Across the records that follow, count each line holding "roads", and write only the total.

#####

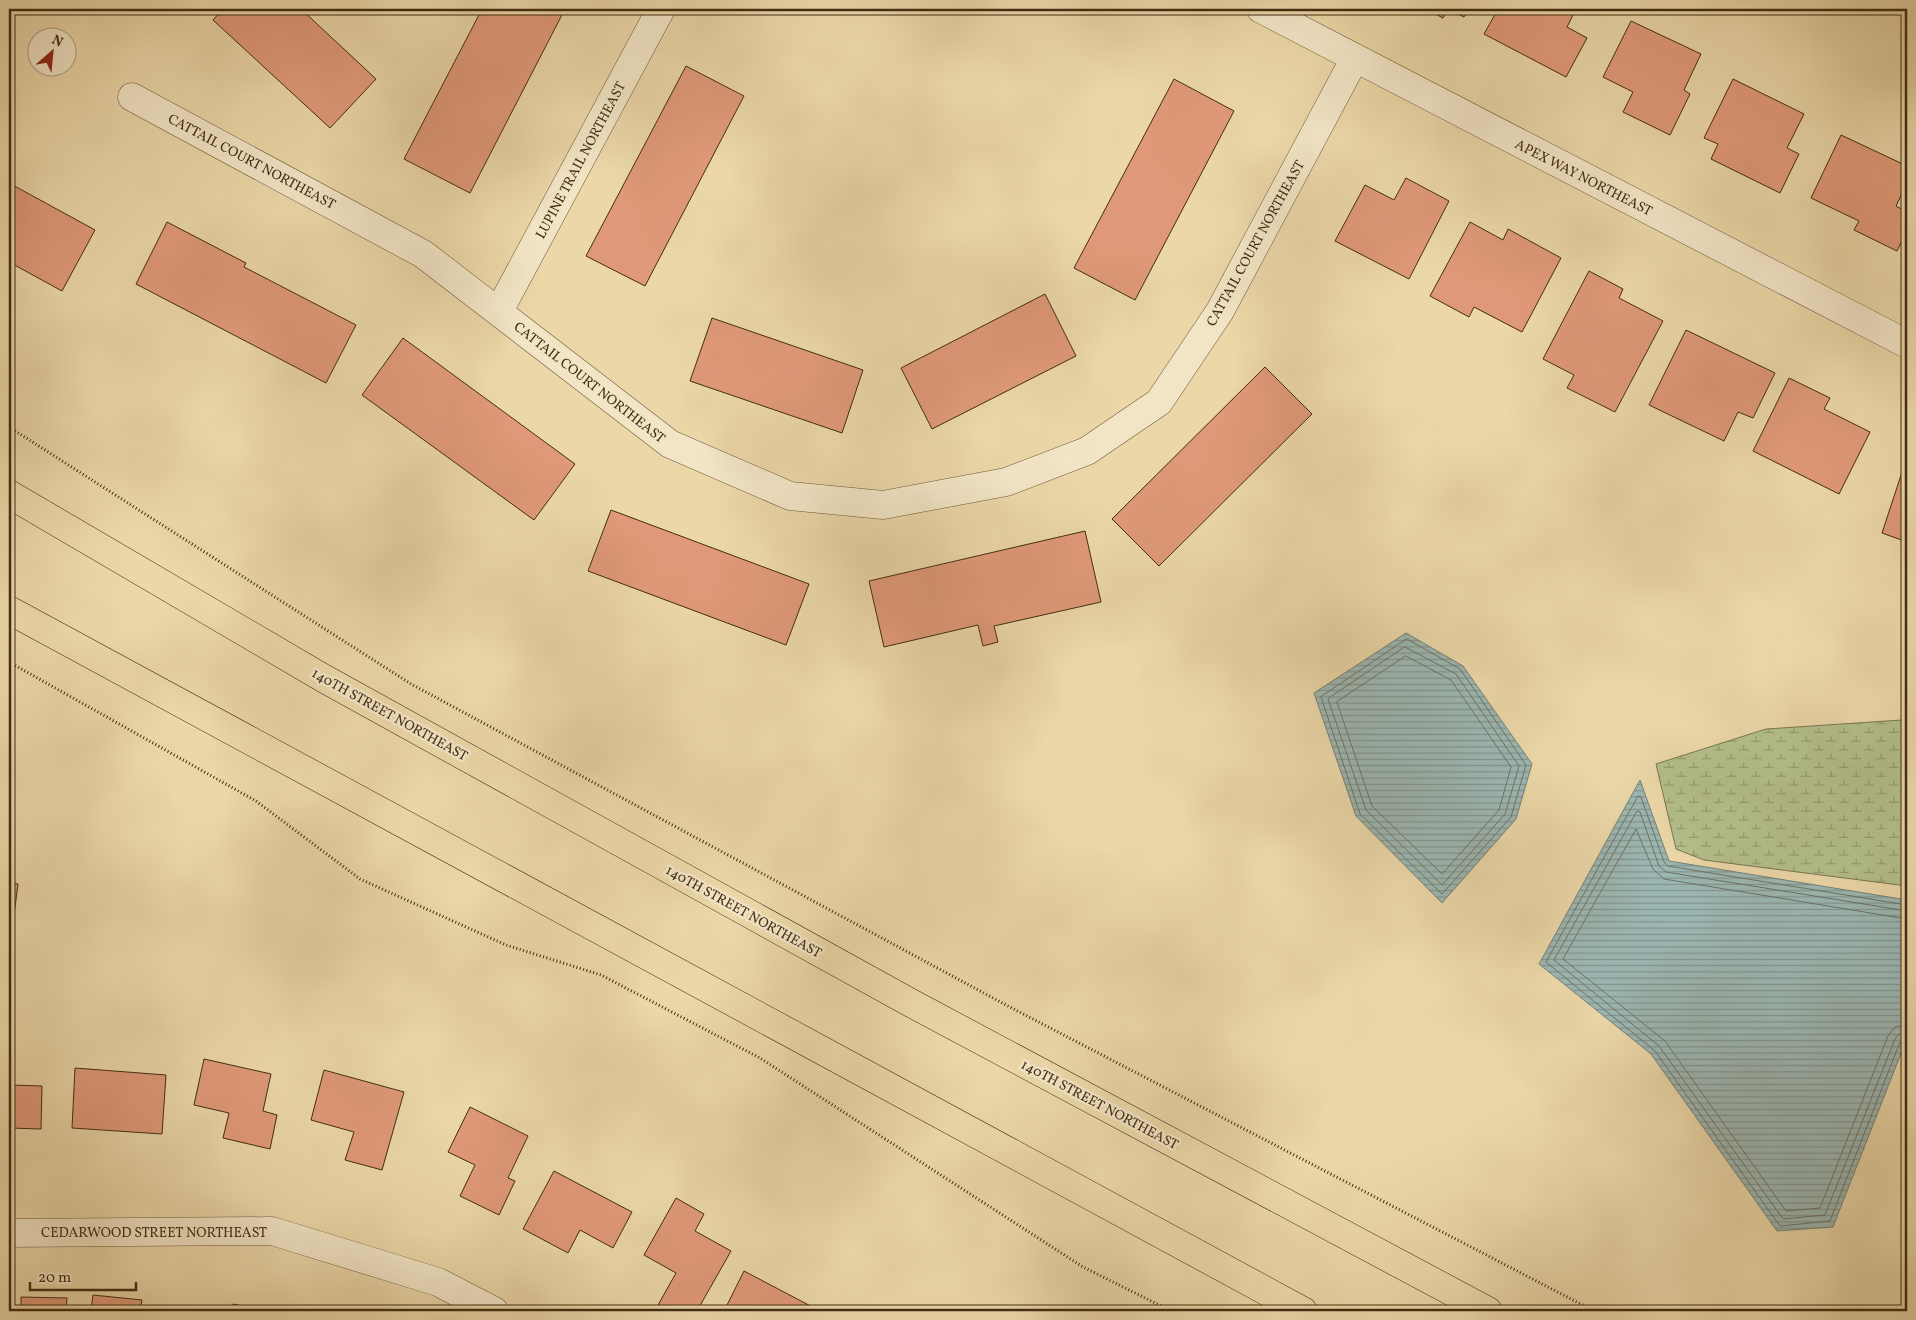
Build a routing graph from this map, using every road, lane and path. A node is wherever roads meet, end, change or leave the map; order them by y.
1 (661, 9) edge
2 (1261, 9) edge
3 (1355, 58) junction
4 (132, 97) dead end
5 (499, 311) junction
6 (1907, 344) edge
7 (9, 427) edge
8 (9, 494) edge
9 (9, 610) edge
10 (9, 662) edge
11 (9, 1233) edge
12 (494, 1311) edge
13 (1171, 1311) edge
14 (1303, 1311) edge
15 (1488, 1311) edge
16 (1594, 1311) edge

1 - 5 street, LUPINE TRAIL NORTHEAST
2 - 3 street, APEX WAY NORTHEAST
3 - 5 street, CATTAIL COURT NORTHEAST
3 - 6 street, APEX WAY NORTHEAST
4 - 5 street, CATTAIL COURT NORTHEAST
7 - 16 path
8 - 15 highway, 140TH STREET NORTHEAST
9 - 14 highway
10 - 13 path
11 - 12 street, CEDARWOOD STREET NORTHEAST

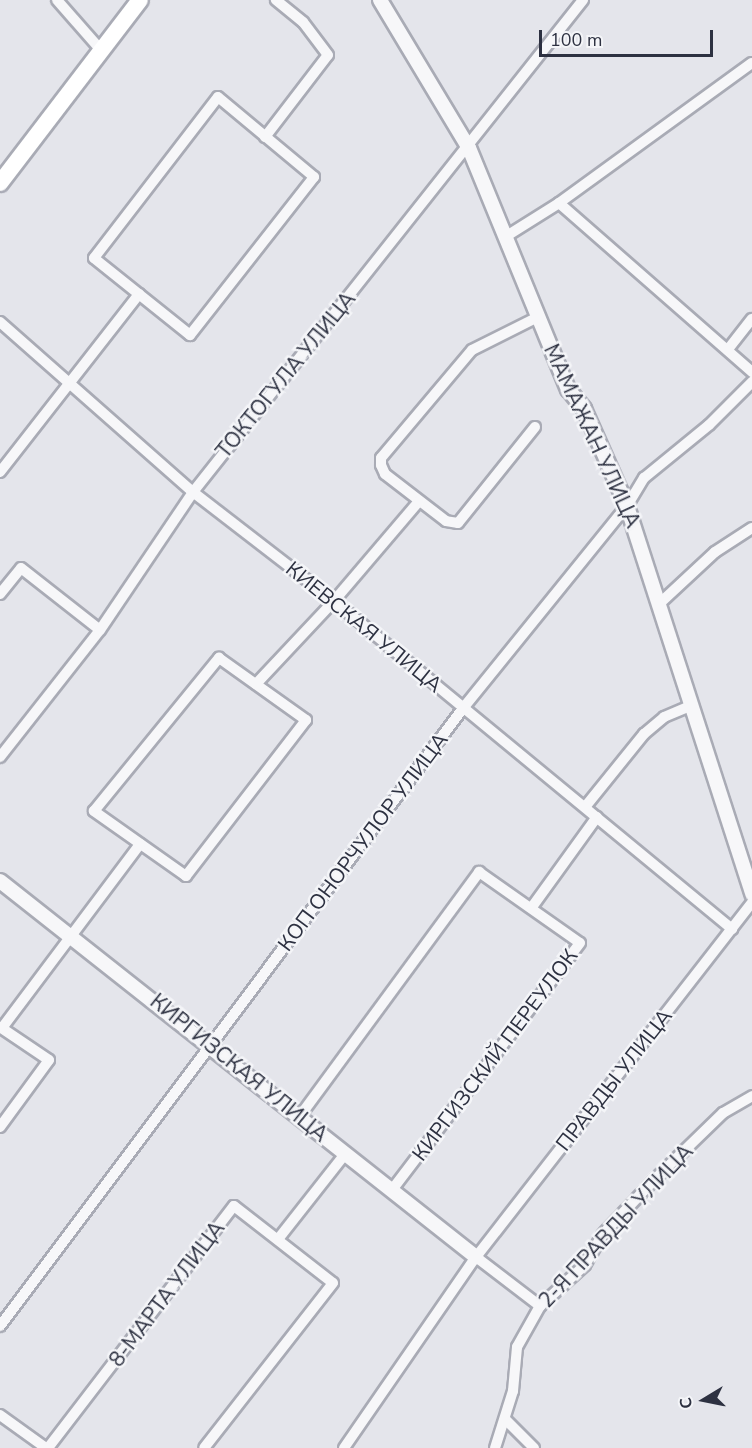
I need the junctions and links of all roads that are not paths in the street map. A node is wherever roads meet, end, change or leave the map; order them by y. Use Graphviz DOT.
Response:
graph roads {
  1 [pos="57,0"];
  2 [pos="140,0"];
  3 [pos="276,0"];
  4 [pos="380,0"];
  5 [pos="583,0"];
  6 [pos="101,50"];
  7 [pos="752,63"];
  8 [pos="265,137"];
  9 [pos="469,148"];
  10 [pos="0,183"];
  11 [pos="559,203"];
  12 [pos="505,237"];
  13 [pos="139,294"];
  14 [pos="538,317"];
  15 [pos="752,319"];
  16 [pos="0,322"];
  17 [pos="729,348"];
  18 [pos="752,372"];
  19 [pos="71,382"];
  20 [pos="752,382"];
  21 [pos="535,427"];
  22 [pos="0,472"];
  23 [pos="193,492"];
  24 [pos="419,501"];
  25 [pos="627,506"];
  26 [pos="752,528"];
  27 [pos="0,594"];
  28 [pos="334,601"];
  29 [pos="660,604"];
  30 [pos="100,630"];
  31 [pos="256,684"];
  32 [pos="692,705"];
  33 [pos="464,707"];
  34 [pos="4,743"];
  35 [pos="0,758"];
  36 [pos="585,807"];
  37 [pos="597,817"];
  38 [pos="140,844"];
  39 [pos="0,881"];
  40 [pos="752,894"];
  41 [pos="752,903"];
  42 [pos="532,907"];
  43 [pos="732,929"];
  44 [pos="73,935"];
  45 [pos="1,1027"];
  46 [pos="211,1045"];
  47 [pos="752,1096"];
  48 [pos="300,1116"];
  49 [pos="0,1127"];
  50 [pos="346,1153"];
  51 [pos="393,1190"];
  52 [pos="279,1238"];
  53 [pos="476,1257"];
  54 [pos="540,1306"];
  55 [pos="0,1326"];
  56 [pos="0,1415"];
  57 [pos="505,1419"];
  58 [pos="47,1448"];
  59 [pos="204,1448"];
  60 [pos="344,1448"];
  61 [pos="495,1448"];
  62 [pos="534,1448"];
  1 -- 6 [label="street"];
  2 -- 6 [label="main road"];
  3 -- 8 [label="street"];
  4 -- 9 [label="street, МАМАЖАН УЛИЦА"];
  5 -- 9 [label="street, ТОКТОГУЛА УЛИЦА"];
  6 -- 10 [label="main road"];
  7 -- 11 [label="street"];
  8 -- 13 [label="street"];
  8 -- 13 [label="street"];
  9 -- 12 [label="street, МАМАЖАН УЛИЦА"];
  9 -- 23 [label="street, ТОКТОГУЛА УЛИЦА"];
  11 -- 12 [label="street"];
  11 -- 17 [label="street"];
  12 -- 14 [label="street, МАМАЖАН УЛИЦА"];
  13 -- 19 [label="street"];
  14 -- 24 [label="street"];
  14 -- 25 [label="street, МАМАЖАН УЛИЦА"];
  15 -- 17 [label="street"];
  16 -- 19 [label="street, КИЕВСКАЯ УЛИЦА"];
  17 -- 18 [label="street"];
  19 -- 22 [label="street"];
  19 -- 23 [label="street, КИЕВСКАЯ УЛИЦА"];
  20 -- 25 [label="street, КОП ОНОРЧУЛОР УЛИЦА"];
  21 -- 24 [label="street"];
  23 -- 28 [label="street, КИЕВСКАЯ УЛИЦА"];
  23 -- 30 [label="street, ТОКТОГУЛА УЛИЦА"];
  24 -- 28 [label="street"];
  25 -- 29 [label="street, МАМАЖАН УЛИЦА"];
  25 -- 33 [label="street, КОП ОНОРЧУЛОР УЛИЦА"];
  26 -- 29 [label="street"];
  27 -- 30 [label="street"];
  28 -- 31 [label="street"];
  28 -- 33 [label="street, КИЕВСКАЯ УЛИЦА"];
  29 -- 32 [label="street, МАМАЖАН УЛИЦА"];
  30 -- 34 [label="street, ТОКТОГУЛА УЛИЦА"];
  31 -- 38 [label="street"];
  31 -- 38 [label="street"];
  32 -- 36 [label="street"];
  32 -- 40 [label="street, МАМАЖАН УЛИЦА"];
  33 -- 36 [label="street, КИЕВСКАЯ УЛИЦА"];
  33 -- 46 [label="street, КОП ОНОРЧУЛОР УЛИЦА"];
  34 -- 35 [label="street, ТОКТОГУЛА УЛИЦА"];
  36 -- 37 [label="street, КИЕВСКАЯ УЛИЦА"];
  37 -- 42 [label="street"];
  37 -- 43 [label="street, КИЕВСКАЯ УЛИЦА"];
  38 -- 44 [label="street"];
  39 -- 44 [label="street, КИРГИЗСКАЯ УЛИЦА"];
  41 -- 43 [label="street, ПРАВДЫ УЛИЦА"];
  42 -- 48 [label="street, КИРГИЗСКИЙ ПЕРЕУЛОК"];
  42 -- 51 [label="street, КИРГИЗСКИЙ ПЕРЕУЛОК"];
  43 -- 53 [label="street, ПРАВДЫ УЛИЦА"];
  44 -- 45 [label="street"];
  44 -- 46 [label="street, КИРГИЗСКАЯ УЛИЦА"];
  45 -- 49 [label="street"];
  46 -- 48 [label="street, КИРГИЗСКАЯ УЛИЦА"];
  46 -- 55 [label="street, КОП ОНОРЧУЛОР УЛИЦА"];
  47 -- 54 [label="street, 2-Я ПРАВДЫ УЛИЦА"];
  48 -- 50 [label="street, КИРГИЗСКАЯ УЛИЦА"];
  50 -- 51 [label="street, КИРГИЗСКАЯ УЛИЦА"];
  50 -- 52 [label="street"];
  51 -- 53 [label="street, КИРГИЗСКАЯ УЛИЦА"];
  52 -- 58 [label="street, 8-МАРТА УЛИЦА"];
  52 -- 59 [label="street, 8-МАРТА УЛИЦА"];
  53 -- 54 [label="street"];
  53 -- 60 [label="street, ПРАВДЫ УЛИЦА"];
  54 -- 57 [label="street, 2-Я ПРАВДЫ УЛИЦА"];
  56 -- 58 [label="street, 8-МАРТА УЛИЦА"];
  57 -- 61 [label="street, 2-Я ПРАВДЫ УЛИЦА"];
  57 -- 62 [label="street"];
}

#####

== Response to the task ==
3